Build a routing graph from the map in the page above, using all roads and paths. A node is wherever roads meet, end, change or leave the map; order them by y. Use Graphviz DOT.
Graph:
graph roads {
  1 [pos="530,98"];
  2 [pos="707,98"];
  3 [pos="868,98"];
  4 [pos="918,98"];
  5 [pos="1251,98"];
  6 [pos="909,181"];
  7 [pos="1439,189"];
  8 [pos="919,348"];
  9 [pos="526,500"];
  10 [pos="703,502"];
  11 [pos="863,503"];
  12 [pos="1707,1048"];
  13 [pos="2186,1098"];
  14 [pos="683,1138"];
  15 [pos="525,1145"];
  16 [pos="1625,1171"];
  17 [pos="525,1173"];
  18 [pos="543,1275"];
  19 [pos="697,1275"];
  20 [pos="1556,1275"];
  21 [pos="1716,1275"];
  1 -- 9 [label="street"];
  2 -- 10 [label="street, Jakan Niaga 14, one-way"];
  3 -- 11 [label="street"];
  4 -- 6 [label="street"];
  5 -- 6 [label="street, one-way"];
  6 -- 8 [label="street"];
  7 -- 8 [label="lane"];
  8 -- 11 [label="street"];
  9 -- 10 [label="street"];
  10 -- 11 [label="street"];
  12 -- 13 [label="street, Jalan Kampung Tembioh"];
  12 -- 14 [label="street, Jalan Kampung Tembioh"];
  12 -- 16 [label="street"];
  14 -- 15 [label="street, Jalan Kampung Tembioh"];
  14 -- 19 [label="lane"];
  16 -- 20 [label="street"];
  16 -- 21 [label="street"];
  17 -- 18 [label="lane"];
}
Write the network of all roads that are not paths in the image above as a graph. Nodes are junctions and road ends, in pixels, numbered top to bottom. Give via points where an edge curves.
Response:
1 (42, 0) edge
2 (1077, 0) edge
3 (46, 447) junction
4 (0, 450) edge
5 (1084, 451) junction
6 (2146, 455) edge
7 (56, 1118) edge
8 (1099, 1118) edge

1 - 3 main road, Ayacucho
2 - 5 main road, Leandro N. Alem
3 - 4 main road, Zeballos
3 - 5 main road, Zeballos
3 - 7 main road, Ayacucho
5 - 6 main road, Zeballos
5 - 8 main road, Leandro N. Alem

### [Work request]
From the first line to the last, retype the records exactly.

### [Response to this exercise]
Build a routing graph from the map in the page above, using all roads and paths. A node is wherever roads meet, end, change or leave the map; order them by y. Use Graphviz DOT.
Graph:
graph roads {
  1 [pos="530,98"];
  2 [pos="707,98"];
  3 [pos="868,98"];
  4 [pos="918,98"];
  5 [pos="1251,98"];
  6 [pos="909,181"];
  7 [pos="1439,189"];
  8 [pos="919,348"];
  9 [pos="526,500"];
  10 [pos="703,502"];
  11 [pos="863,503"];
  12 [pos="1707,1048"];
  13 [pos="2186,1098"];
  14 [pos="683,1138"];
  15 [pos="525,1145"];
  16 [pos="1625,1171"];
  17 [pos="525,1173"];
  18 [pos="543,1275"];
  19 [pos="697,1275"];
  20 [pos="1556,1275"];
  21 [pos="1716,1275"];
  1 -- 9 [label="street"];
  2 -- 10 [label="street, Jakan Niaga 14, one-way"];
  3 -- 11 [label="street"];
  4 -- 6 [label="street"];
  5 -- 6 [label="street, one-way"];
  6 -- 8 [label="street"];
  7 -- 8 [label="lane"];
  8 -- 11 [label="street"];
  9 -- 10 [label="street"];
  10 -- 11 [label="street"];
  12 -- 13 [label="street, Jalan Kampung Tembioh"];
  12 -- 14 [label="street, Jalan Kampung Tembioh"];
  12 -- 16 [label="street"];
  14 -- 15 [label="street, Jalan Kampung Tembioh"];
  14 -- 19 [label="lane"];
  16 -- 20 [label="street"];
  16 -- 21 [label="street"];
  17 -- 18 [label="lane"];
}
Write the network of all roads that are not paths in the image above as a graph. Nodes are junctions and road ends, in pixels, numbered top to bottom. Give via points where an edge curves.
Response:
1 (42, 0) edge
2 (1077, 0) edge
3 (46, 447) junction
4 (0, 450) edge
5 (1084, 451) junction
6 (2146, 455) edge
7 (56, 1118) edge
8 (1099, 1118) edge

1 - 3 main road, Ayacucho
2 - 5 main road, Leandro N. Alem
3 - 4 main road, Zeballos
3 - 5 main road, Zeballos
3 - 7 main road, Ayacucho
5 - 6 main road, Zeballos
5 - 8 main road, Leandro N. Alem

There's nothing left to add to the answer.